* What you are asked to do *
After finding the line that contains "Road topology of" in the material below, print that line and all subsequent lines exactly, up to and including the last.
++++ Records for the exercise
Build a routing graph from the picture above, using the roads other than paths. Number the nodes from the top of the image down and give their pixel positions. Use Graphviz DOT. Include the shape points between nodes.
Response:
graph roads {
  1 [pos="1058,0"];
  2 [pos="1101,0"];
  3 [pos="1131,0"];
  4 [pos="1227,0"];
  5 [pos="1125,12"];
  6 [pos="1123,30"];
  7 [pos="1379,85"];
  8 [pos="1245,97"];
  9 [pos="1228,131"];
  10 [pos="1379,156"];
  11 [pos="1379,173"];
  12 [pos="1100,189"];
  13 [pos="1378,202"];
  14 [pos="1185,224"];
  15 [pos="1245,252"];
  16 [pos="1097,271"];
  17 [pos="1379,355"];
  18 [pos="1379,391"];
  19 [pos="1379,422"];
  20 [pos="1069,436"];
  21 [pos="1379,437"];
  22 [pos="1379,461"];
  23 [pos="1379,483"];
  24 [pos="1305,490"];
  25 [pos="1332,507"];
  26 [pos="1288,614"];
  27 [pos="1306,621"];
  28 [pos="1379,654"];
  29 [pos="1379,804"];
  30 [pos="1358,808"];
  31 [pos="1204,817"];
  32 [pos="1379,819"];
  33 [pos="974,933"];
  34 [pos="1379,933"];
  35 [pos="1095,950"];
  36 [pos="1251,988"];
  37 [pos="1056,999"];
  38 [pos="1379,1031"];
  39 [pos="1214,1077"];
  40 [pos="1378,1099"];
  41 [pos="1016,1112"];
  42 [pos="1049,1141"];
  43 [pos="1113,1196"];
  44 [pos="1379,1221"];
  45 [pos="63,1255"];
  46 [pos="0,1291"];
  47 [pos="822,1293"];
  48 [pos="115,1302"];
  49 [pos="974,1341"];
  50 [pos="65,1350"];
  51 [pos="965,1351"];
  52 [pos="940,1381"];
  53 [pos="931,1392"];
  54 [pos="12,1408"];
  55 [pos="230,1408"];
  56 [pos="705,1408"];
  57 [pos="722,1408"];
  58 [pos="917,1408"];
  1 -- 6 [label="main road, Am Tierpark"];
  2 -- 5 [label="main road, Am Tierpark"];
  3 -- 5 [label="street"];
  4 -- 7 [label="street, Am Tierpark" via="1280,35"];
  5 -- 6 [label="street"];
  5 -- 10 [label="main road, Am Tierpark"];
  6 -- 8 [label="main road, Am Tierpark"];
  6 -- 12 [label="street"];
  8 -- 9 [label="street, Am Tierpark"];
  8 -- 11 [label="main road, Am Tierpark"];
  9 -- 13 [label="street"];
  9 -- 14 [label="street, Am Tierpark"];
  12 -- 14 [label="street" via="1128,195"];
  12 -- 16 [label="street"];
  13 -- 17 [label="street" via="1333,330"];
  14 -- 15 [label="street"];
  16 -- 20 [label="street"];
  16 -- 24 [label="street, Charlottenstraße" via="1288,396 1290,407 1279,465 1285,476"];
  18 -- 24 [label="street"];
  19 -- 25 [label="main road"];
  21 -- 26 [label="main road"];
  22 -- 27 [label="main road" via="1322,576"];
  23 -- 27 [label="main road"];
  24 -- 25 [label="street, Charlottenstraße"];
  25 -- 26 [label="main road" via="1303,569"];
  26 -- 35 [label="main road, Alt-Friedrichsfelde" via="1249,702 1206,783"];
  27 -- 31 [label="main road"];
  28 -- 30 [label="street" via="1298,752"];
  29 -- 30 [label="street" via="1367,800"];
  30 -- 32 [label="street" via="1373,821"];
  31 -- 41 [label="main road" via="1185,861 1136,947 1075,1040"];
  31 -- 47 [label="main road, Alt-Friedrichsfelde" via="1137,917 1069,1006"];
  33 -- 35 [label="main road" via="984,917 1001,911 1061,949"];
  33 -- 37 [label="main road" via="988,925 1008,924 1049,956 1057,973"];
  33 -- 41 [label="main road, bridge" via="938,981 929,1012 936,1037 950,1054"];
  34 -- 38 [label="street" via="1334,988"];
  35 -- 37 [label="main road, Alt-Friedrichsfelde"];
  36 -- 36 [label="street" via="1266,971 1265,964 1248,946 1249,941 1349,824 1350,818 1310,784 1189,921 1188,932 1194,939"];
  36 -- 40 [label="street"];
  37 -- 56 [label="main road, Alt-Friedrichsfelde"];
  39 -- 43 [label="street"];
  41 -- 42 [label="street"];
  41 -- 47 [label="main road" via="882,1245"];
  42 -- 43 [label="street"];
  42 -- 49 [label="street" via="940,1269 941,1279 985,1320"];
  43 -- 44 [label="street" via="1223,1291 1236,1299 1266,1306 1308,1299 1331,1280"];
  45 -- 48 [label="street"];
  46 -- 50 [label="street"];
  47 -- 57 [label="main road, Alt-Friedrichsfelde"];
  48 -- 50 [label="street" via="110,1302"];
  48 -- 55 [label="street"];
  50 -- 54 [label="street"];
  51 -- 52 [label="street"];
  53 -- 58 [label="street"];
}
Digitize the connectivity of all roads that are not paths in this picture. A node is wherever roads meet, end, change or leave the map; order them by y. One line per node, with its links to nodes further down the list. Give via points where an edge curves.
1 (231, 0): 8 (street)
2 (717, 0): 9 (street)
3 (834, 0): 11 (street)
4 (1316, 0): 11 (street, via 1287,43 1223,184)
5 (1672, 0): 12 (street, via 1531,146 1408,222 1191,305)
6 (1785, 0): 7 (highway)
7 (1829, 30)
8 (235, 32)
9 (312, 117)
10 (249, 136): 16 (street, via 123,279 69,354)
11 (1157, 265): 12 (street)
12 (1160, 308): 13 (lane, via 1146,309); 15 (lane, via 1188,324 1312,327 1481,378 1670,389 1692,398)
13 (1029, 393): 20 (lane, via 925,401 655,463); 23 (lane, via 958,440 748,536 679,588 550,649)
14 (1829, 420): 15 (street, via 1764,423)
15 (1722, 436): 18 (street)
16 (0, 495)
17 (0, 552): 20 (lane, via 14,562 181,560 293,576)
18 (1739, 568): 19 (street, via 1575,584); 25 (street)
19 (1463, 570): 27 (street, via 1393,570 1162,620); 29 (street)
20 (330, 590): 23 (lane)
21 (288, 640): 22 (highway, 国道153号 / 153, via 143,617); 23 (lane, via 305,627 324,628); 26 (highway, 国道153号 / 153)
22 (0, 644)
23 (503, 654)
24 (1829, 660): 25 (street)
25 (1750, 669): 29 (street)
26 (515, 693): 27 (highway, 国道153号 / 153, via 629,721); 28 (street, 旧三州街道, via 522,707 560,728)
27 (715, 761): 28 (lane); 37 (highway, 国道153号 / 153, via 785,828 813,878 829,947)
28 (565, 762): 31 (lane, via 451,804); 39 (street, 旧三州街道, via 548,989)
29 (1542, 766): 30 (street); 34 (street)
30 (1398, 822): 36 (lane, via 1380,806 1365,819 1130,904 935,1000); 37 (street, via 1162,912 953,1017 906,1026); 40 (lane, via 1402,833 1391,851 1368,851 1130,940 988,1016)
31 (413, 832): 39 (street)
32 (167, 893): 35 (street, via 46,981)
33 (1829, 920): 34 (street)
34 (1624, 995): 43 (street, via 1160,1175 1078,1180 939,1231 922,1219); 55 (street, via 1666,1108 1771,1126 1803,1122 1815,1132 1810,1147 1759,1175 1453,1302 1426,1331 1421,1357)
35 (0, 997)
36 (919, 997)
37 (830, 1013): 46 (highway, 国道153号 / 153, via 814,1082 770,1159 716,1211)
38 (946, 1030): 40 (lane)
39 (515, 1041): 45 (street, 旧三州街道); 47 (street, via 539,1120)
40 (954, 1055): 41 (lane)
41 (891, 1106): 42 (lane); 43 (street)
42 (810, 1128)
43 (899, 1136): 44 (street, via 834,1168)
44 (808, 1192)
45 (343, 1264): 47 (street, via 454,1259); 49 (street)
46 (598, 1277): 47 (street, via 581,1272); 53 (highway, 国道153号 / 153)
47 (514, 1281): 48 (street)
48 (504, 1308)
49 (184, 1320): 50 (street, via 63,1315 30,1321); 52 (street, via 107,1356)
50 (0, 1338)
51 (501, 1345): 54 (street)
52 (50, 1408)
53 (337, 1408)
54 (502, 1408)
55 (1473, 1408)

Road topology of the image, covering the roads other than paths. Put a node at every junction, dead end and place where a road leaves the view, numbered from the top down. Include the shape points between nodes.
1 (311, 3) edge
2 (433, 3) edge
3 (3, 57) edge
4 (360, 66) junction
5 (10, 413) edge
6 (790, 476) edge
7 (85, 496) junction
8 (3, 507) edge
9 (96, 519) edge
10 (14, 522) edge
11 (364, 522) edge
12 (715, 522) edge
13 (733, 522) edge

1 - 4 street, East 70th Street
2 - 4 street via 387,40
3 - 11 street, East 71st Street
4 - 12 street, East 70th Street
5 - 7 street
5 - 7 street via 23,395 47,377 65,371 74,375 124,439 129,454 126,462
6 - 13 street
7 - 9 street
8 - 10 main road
++++++++
* Result of the task *
Road topology of the image, covering the roads other than paths. Put a node at every junction, dead end and place where a road leaves the view, numbered from the top down. Include the shape points between nodes.
1 (311, 3) edge
2 (433, 3) edge
3 (3, 57) edge
4 (360, 66) junction
5 (10, 413) edge
6 (790, 476) edge
7 (85, 496) junction
8 (3, 507) edge
9 (96, 519) edge
10 (14, 522) edge
11 (364, 522) edge
12 (715, 522) edge
13 (733, 522) edge

1 - 4 street, East 70th Street
2 - 4 street via 387,40
3 - 11 street, East 71st Street
4 - 12 street, East 70th Street
5 - 7 street
5 - 7 street via 23,395 47,377 65,371 74,375 124,439 129,454 126,462
6 - 13 street
7 - 9 street
8 - 10 main road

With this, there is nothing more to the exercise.